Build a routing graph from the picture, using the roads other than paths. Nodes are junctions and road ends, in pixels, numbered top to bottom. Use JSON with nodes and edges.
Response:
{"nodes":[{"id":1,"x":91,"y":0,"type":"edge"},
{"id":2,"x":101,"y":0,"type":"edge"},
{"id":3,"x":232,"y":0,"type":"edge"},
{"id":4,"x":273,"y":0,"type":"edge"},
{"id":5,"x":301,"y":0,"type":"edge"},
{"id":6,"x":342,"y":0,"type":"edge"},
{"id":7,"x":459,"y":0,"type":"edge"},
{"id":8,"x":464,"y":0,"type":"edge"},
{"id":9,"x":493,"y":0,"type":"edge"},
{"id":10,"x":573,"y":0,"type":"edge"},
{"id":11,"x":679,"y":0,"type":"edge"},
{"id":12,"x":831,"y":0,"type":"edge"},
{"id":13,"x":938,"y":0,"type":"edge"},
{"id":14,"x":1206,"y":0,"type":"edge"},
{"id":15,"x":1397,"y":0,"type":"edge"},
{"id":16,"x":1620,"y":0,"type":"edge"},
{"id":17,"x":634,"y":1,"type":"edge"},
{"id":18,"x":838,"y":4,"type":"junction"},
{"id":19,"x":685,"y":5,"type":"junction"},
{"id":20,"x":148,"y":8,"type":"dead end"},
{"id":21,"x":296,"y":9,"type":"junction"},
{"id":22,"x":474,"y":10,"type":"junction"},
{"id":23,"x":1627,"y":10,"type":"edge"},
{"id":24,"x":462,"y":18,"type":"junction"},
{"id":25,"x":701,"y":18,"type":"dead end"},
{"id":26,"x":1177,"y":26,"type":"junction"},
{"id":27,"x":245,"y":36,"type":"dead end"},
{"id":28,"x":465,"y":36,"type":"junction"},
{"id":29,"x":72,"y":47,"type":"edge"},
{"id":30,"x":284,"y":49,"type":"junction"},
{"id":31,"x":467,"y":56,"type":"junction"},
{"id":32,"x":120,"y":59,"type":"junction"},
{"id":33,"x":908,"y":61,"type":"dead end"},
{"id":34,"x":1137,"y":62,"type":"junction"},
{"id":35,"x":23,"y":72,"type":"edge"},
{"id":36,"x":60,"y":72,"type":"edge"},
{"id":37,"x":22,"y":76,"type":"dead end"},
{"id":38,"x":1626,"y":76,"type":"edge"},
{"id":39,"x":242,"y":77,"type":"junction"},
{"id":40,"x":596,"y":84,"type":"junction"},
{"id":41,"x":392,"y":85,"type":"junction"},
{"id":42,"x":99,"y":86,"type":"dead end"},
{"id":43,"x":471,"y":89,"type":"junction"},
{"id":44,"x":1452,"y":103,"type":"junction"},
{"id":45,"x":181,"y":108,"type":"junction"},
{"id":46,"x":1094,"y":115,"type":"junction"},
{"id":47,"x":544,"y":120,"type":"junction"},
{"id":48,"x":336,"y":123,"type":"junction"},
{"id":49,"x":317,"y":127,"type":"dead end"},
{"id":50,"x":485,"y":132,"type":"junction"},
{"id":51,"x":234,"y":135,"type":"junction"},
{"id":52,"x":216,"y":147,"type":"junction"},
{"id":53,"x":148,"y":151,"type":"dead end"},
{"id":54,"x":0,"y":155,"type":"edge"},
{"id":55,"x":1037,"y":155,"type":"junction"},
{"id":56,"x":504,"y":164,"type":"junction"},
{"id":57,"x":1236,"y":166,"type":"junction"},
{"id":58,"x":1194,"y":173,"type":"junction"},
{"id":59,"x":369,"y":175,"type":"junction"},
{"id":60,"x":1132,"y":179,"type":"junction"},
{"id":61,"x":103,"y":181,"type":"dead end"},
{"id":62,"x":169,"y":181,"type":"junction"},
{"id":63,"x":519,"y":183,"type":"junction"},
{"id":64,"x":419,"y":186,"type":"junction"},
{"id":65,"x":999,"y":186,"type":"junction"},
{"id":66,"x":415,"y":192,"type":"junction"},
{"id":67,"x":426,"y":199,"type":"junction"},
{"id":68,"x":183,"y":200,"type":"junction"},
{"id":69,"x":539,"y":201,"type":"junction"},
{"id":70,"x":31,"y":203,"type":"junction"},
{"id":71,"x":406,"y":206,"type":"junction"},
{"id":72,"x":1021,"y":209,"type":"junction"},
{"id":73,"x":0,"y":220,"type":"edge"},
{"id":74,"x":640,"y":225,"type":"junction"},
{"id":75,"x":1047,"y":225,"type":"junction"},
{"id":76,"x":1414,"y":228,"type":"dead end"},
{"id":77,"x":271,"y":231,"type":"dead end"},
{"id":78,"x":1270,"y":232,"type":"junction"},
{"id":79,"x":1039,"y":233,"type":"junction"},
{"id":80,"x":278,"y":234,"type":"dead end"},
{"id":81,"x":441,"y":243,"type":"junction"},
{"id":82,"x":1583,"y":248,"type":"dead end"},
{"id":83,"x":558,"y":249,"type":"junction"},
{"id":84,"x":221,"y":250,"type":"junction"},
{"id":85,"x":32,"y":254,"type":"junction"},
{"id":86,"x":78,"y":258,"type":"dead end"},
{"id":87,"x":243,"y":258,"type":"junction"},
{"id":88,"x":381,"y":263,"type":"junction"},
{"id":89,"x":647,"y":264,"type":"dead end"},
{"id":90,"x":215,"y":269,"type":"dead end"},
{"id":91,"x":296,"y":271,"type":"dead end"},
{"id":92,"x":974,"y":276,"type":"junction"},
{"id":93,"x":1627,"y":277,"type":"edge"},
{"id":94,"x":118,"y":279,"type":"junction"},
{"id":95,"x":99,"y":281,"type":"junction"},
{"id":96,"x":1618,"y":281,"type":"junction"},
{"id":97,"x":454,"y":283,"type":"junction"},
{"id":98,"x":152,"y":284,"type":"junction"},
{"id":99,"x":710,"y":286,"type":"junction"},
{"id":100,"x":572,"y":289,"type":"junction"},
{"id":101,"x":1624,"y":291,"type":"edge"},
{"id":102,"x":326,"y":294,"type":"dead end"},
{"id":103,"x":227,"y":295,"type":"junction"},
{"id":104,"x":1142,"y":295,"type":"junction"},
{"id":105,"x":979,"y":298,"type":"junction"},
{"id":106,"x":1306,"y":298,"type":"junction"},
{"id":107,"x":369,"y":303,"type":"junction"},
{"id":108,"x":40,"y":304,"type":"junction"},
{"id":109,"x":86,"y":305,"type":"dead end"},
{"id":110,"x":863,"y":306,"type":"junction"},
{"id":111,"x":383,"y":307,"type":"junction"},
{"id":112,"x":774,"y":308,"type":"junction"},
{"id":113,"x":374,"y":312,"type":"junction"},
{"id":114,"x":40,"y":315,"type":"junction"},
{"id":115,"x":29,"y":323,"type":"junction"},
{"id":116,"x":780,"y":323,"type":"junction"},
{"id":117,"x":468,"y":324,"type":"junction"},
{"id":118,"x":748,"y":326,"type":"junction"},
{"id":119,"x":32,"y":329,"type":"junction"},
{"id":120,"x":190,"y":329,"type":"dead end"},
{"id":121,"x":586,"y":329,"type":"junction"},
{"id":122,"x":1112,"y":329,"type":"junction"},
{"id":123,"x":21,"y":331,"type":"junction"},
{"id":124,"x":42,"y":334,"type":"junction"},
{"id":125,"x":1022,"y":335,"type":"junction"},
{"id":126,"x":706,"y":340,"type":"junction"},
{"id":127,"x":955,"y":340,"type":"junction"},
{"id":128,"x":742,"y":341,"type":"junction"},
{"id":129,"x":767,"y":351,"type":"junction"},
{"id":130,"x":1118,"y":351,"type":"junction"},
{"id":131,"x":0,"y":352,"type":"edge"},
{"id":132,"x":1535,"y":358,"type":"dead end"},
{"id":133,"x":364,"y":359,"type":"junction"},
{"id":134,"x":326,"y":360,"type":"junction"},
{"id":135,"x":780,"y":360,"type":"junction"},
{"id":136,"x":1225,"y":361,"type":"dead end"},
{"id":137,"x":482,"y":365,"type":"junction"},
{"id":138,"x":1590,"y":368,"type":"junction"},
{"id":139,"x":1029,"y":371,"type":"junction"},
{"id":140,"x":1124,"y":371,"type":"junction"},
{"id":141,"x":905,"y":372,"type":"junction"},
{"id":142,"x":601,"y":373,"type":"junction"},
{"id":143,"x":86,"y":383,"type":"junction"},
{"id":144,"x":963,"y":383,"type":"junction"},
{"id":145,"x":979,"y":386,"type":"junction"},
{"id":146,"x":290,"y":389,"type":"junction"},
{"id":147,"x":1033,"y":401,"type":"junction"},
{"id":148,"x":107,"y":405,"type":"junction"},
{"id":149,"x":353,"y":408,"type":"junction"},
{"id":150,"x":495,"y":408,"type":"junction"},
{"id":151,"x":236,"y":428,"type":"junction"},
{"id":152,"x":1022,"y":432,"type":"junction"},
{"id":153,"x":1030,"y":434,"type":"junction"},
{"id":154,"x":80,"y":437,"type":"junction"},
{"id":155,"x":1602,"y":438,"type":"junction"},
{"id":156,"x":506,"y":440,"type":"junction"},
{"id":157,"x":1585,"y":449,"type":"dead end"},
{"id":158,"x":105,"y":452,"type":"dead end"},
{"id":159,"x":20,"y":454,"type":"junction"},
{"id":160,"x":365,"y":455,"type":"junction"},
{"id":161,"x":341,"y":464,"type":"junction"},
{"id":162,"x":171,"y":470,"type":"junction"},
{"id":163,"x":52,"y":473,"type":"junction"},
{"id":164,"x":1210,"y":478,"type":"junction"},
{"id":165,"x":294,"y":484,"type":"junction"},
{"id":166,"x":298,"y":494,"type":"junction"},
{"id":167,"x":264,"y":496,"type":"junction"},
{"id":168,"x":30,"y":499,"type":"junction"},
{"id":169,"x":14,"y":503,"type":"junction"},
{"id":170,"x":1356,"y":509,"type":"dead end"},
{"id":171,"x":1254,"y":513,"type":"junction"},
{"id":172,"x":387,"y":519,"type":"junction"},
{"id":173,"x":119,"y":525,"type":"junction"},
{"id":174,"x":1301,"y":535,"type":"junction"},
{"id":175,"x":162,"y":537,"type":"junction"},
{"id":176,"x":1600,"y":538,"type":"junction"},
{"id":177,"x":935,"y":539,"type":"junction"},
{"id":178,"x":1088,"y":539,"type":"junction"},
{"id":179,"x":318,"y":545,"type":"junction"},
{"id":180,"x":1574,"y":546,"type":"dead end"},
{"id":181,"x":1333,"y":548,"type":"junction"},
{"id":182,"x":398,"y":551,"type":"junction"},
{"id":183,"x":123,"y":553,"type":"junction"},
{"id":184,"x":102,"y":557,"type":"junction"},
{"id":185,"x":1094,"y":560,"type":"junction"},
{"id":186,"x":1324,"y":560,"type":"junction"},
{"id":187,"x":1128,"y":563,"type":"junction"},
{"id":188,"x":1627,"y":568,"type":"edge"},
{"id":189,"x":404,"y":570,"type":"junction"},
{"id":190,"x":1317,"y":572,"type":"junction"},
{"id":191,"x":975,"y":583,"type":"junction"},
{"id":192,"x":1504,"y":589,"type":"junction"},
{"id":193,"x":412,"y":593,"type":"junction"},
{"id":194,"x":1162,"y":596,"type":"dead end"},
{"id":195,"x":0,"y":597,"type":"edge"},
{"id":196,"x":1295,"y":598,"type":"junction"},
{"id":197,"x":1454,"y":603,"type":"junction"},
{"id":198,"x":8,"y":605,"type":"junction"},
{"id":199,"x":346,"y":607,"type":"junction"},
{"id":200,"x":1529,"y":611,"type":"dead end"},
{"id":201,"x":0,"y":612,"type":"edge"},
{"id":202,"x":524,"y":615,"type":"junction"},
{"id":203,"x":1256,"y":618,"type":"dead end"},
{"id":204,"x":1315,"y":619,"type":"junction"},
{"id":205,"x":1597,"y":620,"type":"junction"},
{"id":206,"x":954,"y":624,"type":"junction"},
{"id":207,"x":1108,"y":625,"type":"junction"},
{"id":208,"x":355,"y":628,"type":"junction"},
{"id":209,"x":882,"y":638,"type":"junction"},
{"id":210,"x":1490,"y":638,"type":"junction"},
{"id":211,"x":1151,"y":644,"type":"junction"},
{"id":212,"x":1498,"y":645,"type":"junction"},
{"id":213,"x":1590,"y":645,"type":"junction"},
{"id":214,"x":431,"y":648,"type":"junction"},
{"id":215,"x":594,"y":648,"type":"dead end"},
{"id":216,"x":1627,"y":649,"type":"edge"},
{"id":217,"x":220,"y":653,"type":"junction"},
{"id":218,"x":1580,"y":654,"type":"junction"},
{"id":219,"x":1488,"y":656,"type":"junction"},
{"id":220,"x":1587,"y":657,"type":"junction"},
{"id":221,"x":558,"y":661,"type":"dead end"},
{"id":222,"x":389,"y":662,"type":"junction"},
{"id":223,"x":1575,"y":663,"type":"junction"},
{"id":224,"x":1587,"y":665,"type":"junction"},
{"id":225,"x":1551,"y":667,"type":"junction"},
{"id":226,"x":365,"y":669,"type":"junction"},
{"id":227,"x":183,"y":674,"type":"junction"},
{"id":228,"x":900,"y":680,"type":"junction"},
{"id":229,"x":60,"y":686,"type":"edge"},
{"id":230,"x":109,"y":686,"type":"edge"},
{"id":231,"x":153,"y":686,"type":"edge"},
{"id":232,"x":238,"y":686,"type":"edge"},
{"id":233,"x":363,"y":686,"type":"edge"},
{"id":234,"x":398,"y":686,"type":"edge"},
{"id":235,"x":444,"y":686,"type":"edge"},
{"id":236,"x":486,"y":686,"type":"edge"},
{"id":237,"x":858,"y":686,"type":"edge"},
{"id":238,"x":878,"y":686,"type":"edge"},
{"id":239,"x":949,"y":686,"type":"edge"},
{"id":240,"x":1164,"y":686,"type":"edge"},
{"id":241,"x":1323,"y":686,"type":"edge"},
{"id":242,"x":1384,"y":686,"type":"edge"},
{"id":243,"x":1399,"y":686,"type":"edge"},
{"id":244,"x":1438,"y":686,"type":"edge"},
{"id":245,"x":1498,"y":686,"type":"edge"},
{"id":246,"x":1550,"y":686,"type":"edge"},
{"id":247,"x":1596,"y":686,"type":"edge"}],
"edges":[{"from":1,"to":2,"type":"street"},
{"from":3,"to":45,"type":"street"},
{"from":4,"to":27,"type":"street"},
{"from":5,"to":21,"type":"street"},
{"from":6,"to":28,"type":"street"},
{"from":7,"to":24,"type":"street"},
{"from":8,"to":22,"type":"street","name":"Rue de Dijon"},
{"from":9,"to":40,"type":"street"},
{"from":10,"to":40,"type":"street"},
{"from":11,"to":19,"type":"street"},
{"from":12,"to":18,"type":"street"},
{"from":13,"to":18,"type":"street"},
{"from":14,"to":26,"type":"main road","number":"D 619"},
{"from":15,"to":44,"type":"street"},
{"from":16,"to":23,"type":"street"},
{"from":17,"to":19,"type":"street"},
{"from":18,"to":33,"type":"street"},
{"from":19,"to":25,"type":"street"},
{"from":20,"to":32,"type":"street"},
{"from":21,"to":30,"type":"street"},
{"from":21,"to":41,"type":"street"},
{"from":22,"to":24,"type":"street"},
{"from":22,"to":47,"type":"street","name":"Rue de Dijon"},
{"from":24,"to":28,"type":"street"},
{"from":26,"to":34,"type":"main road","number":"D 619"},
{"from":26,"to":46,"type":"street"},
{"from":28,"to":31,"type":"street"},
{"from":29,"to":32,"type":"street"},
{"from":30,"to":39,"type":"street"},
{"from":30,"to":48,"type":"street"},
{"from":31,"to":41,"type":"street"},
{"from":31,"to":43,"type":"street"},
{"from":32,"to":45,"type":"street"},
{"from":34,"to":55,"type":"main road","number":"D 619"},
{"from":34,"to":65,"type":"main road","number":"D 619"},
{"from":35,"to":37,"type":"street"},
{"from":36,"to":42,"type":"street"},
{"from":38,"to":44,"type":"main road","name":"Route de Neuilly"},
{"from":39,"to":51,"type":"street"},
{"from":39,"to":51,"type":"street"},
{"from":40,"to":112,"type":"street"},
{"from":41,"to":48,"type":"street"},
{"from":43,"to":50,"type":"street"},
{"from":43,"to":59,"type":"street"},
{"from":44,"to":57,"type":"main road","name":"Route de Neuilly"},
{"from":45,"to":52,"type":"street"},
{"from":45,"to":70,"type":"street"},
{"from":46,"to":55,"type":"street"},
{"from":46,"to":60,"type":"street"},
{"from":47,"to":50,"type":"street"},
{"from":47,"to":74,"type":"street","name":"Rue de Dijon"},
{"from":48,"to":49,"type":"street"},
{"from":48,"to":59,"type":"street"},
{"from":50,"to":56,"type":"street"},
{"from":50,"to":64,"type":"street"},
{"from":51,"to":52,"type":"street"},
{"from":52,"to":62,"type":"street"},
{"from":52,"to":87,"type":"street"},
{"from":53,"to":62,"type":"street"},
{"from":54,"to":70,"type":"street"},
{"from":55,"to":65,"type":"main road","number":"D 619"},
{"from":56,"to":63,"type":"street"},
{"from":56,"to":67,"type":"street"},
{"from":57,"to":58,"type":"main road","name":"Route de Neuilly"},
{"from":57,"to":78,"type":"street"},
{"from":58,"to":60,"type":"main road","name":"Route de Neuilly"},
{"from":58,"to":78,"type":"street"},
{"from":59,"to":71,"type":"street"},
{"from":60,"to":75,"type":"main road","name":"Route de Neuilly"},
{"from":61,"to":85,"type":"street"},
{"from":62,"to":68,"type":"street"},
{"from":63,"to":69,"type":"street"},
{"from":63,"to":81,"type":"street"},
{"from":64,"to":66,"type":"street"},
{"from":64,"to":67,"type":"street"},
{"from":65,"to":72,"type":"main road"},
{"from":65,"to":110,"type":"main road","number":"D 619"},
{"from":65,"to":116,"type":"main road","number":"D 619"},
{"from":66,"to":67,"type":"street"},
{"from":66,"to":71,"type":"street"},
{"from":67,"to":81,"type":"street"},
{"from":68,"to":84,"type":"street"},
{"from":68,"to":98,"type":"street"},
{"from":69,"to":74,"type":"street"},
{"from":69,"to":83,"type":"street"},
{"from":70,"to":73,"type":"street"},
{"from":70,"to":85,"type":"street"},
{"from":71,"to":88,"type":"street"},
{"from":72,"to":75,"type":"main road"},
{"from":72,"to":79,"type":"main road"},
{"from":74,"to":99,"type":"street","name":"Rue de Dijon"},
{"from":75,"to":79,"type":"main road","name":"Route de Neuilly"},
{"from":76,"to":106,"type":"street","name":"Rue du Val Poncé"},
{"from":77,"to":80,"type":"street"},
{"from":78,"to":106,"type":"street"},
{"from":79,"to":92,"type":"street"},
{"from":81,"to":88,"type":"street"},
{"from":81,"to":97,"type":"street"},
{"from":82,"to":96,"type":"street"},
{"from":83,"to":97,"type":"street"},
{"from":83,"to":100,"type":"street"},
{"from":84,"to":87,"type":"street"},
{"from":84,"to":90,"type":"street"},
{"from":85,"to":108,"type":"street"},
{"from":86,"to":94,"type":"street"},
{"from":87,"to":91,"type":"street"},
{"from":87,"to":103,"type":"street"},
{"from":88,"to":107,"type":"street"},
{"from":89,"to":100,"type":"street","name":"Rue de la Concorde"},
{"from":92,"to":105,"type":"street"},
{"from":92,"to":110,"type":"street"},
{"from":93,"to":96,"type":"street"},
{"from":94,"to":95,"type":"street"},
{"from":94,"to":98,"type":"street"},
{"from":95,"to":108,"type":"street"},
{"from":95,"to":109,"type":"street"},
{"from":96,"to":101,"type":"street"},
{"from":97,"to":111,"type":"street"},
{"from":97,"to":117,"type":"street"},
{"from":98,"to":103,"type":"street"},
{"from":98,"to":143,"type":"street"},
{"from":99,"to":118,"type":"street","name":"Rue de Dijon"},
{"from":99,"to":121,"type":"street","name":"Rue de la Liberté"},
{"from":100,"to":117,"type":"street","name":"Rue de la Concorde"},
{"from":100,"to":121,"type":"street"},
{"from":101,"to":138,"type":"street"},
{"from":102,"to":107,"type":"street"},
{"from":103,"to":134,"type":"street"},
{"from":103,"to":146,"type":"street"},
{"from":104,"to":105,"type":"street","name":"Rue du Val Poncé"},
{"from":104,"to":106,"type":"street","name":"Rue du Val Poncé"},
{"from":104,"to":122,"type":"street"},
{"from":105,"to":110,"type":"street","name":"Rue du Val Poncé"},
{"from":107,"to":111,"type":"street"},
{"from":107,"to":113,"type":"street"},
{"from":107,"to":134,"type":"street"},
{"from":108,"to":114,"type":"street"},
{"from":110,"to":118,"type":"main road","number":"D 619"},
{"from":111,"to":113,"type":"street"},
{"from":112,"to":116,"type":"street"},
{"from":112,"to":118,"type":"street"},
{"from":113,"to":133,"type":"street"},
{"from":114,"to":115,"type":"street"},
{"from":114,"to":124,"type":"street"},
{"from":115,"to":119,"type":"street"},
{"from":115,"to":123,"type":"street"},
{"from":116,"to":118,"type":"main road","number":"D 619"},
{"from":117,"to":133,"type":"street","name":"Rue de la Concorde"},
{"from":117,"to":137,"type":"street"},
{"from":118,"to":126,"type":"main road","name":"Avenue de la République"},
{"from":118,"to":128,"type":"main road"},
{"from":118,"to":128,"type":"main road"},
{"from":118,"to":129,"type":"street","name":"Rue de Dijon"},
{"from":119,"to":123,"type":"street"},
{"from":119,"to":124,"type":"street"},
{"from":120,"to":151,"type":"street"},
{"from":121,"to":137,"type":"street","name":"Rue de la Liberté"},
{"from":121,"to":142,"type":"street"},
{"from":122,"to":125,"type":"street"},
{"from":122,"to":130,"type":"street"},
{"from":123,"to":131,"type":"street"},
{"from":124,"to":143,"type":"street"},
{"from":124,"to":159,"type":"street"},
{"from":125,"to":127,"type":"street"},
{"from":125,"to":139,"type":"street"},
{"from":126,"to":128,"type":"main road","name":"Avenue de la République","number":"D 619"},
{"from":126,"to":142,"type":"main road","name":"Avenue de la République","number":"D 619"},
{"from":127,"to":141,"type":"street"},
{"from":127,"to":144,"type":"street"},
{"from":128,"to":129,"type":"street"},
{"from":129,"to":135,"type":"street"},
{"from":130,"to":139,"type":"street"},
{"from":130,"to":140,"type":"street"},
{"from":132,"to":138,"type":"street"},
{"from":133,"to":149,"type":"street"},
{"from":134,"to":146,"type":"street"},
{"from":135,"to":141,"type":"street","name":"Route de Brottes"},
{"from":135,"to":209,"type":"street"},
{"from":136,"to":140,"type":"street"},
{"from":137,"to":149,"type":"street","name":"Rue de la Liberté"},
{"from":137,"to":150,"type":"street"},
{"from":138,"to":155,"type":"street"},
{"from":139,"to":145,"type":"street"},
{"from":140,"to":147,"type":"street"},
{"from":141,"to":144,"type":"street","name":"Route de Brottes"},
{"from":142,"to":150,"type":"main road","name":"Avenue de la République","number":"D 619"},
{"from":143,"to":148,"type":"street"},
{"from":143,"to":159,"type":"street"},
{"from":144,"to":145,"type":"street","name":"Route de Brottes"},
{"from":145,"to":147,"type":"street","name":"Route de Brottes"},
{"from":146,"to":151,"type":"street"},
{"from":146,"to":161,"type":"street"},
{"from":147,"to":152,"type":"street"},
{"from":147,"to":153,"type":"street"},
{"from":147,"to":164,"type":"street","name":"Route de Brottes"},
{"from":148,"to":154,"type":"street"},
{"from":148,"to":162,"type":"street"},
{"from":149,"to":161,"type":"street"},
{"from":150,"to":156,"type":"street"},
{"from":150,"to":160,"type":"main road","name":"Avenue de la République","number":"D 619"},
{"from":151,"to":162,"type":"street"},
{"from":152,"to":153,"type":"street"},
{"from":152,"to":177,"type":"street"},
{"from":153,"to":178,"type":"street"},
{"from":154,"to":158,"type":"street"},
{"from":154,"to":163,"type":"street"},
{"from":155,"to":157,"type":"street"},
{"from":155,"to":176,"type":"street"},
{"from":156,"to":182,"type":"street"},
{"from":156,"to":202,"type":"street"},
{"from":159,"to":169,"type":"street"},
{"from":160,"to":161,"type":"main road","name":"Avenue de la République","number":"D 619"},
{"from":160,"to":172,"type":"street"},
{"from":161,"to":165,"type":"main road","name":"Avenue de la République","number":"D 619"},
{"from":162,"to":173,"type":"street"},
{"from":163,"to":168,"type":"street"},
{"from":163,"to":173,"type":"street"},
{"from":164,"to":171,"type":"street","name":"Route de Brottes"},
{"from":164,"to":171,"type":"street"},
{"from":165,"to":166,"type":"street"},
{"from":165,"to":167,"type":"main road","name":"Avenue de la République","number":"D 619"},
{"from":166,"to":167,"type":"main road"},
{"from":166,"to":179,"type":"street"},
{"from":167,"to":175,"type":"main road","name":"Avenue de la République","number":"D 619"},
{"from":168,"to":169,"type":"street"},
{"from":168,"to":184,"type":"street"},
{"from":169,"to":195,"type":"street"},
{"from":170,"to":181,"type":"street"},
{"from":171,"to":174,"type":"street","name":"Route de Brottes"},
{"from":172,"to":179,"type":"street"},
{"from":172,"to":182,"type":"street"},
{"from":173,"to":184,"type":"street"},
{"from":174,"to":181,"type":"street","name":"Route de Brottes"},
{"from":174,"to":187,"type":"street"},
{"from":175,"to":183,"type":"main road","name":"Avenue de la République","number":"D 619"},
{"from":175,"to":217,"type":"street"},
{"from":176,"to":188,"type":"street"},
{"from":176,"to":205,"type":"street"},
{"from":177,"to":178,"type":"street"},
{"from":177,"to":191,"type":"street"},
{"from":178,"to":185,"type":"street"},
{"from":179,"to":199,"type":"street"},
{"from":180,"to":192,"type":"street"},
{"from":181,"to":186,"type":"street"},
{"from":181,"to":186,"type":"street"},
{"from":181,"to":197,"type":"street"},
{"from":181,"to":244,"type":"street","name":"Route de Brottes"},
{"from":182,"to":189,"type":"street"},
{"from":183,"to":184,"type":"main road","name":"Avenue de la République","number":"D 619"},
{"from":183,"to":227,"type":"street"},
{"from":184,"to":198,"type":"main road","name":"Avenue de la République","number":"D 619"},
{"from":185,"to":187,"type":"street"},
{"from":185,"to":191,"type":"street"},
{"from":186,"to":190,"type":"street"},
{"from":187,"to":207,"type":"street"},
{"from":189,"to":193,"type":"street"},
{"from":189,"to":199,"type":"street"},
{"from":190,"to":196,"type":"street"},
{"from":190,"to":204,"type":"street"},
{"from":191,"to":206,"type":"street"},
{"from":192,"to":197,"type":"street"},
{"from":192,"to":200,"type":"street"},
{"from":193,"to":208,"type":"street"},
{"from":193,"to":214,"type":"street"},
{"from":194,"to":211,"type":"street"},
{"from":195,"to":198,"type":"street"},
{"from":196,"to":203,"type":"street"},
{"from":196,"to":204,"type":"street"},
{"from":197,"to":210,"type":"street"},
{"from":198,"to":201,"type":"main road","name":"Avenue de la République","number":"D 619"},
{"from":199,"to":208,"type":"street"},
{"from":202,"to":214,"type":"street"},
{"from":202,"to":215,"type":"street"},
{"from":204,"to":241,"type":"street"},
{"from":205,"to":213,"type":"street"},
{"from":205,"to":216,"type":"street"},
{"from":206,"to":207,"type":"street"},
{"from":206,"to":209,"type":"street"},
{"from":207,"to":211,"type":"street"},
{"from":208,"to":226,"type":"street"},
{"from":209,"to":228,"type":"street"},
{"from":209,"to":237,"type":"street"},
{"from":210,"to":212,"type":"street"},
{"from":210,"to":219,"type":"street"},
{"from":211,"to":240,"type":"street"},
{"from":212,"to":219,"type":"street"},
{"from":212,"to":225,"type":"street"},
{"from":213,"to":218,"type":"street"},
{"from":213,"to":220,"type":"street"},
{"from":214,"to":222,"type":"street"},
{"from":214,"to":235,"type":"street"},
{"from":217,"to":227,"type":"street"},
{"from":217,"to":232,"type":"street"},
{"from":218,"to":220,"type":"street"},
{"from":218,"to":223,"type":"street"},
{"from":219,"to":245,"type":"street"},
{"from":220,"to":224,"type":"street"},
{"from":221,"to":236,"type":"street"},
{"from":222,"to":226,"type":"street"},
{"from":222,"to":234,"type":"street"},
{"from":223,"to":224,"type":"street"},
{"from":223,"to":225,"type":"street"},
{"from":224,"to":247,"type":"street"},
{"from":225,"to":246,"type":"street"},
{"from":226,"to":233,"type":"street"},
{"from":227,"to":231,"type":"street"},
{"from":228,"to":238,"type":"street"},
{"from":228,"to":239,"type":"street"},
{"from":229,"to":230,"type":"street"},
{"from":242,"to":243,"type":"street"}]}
________________________________________
» TASK STATEMENT:
Your answer should consist of every line from the entries that holds "Dijon".

» REPLY:
{"from":8,"to":22,"type":"street","name":"Rue de Dijon"},
{"from":22,"to":47,"type":"street","name":"Rue de Dijon"},
{"from":47,"to":74,"type":"street","name":"Rue de Dijon"},
{"from":74,"to":99,"type":"street","name":"Rue de Dijon"},
{"from":99,"to":118,"type":"street","name":"Rue de Dijon"},
{"from":118,"to":129,"type":"street","name":"Rue de Dijon"},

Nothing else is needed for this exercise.